If the three months of sporadic strikes by baggage handlers, pilots and engineers’ unions which led to the grounding had been allowed to continue, the airline would not be in the shape it was now, he said.
“If that ’slow bake’ had gone on, there is no doubt everything that has happened this year could not have occurred,” Joyce told The Australian newspaper.
“We would not have had the management bandwith to do the Emirates deal, to sell Star Track Express, to continue to invest in our business, to turn around the on-time performance, or win the corporate market back.”
But Joyce backed away from the possibility of ordering another fleet grounding.

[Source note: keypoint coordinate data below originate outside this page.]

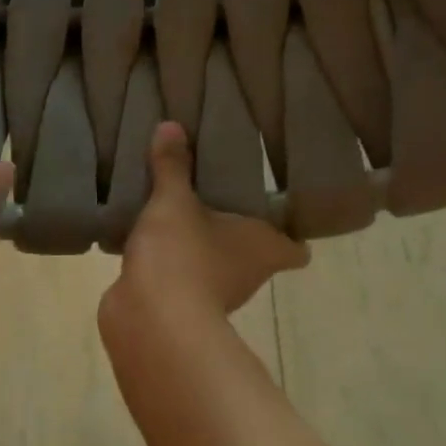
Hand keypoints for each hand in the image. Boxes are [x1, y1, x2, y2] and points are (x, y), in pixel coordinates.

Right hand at [104, 122, 307, 332]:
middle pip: (255, 254)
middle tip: (221, 199)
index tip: (277, 212)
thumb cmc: (181, 254)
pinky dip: (172, 266)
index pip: (297, 249)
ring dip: (203, 249)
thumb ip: (173, 167)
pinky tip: (152, 244)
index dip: (292, 234)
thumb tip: (171, 126)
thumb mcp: (174, 200)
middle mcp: (249, 275)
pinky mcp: (181, 309)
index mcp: (264, 248)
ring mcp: (215, 296)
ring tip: (181, 216)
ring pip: (217, 267)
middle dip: (239, 233)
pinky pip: (182, 279)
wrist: (148, 320)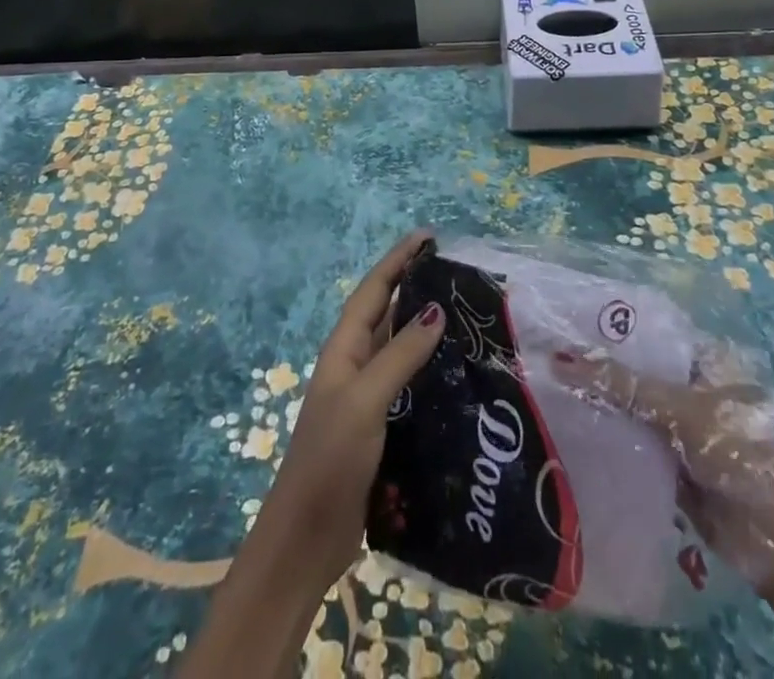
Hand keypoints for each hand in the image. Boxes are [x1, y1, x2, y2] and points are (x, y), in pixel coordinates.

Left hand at [254, 230, 446, 590]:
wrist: (307, 538)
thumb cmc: (330, 459)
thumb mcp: (364, 400)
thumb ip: (399, 355)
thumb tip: (436, 309)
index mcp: (344, 349)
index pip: (374, 290)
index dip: (398, 260)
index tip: (427, 236)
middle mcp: (355, 364)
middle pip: (388, 313)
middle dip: (416, 287)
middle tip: (457, 273)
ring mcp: (368, 397)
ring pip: (401, 348)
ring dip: (427, 329)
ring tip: (466, 316)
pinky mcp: (382, 427)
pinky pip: (410, 384)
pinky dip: (431, 371)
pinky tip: (459, 375)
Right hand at [552, 345, 773, 587]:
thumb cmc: (743, 454)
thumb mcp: (682, 409)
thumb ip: (623, 385)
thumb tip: (560, 360)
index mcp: (706, 363)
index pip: (650, 337)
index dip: (612, 331)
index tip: (566, 323)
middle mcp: (693, 392)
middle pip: (639, 374)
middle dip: (600, 370)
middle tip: (548, 354)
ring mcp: (683, 433)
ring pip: (633, 412)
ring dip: (601, 407)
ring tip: (547, 387)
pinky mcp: (673, 471)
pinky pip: (634, 449)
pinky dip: (609, 443)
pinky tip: (569, 430)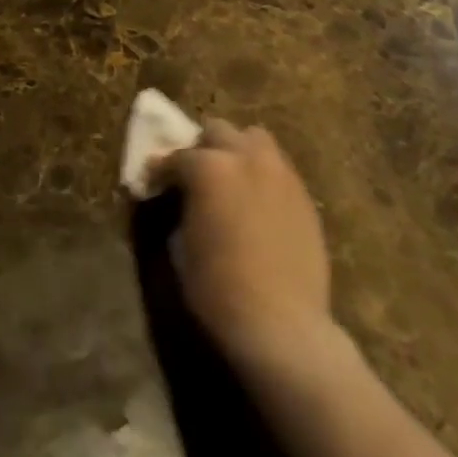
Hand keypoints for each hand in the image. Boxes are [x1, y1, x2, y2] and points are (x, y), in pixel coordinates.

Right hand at [151, 119, 345, 379]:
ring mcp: (280, 174)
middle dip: (202, 149)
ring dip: (237, 152)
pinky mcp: (303, 196)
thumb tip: (178, 196)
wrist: (282, 325)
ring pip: (255, 139)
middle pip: (218, 132)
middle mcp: (246, 158)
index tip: (153, 184)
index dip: (161, 171)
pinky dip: (261, 175)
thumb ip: (180, 206)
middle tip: (194, 177)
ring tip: (230, 180)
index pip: (176, 157)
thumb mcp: (182, 244)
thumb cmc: (218, 288)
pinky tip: (255, 203)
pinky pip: (278, 169)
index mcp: (209, 168)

“They were a unique set of circumstances at the time. I don’t think those circumstances will ever come up again,” he told the paper.
The dispute was ultimately terminated by an order of the country’s industrial relations umpire, and cost Qantas some A$194 million (US$200.6 million).
It also created a headache for the government which at the time was hosting world leaders at a Commonwealth summit in the remote western city of Perth.
But Joyce said the airline enjoyed a “solid and professional” relationship with Canberra, which has since supported its Emirates tie-up which will extend beyond code sharing and joint services to coordinated pricing, sales and scheduling.
Joyce said Qantas, which has cut hundreds of jobs since the shutdown and delayed the delivery of several aircraft to slash costs, was going through “the biggest transformation of any public company in Australia”.
“That is never going to be easy,” he said.
Though Qantas’s domestic business is a strong performer, its international arm is struggling with high fuel costs and steep competition, accounting for much of the airline’s A$244 million loss in 2011-12.
The October 2011 grounding affected more than 68,000 passengers on 447 flights and delayed 108 aircraft in 22 cities, frustrating customers at hubs from Europe to Asia and the US.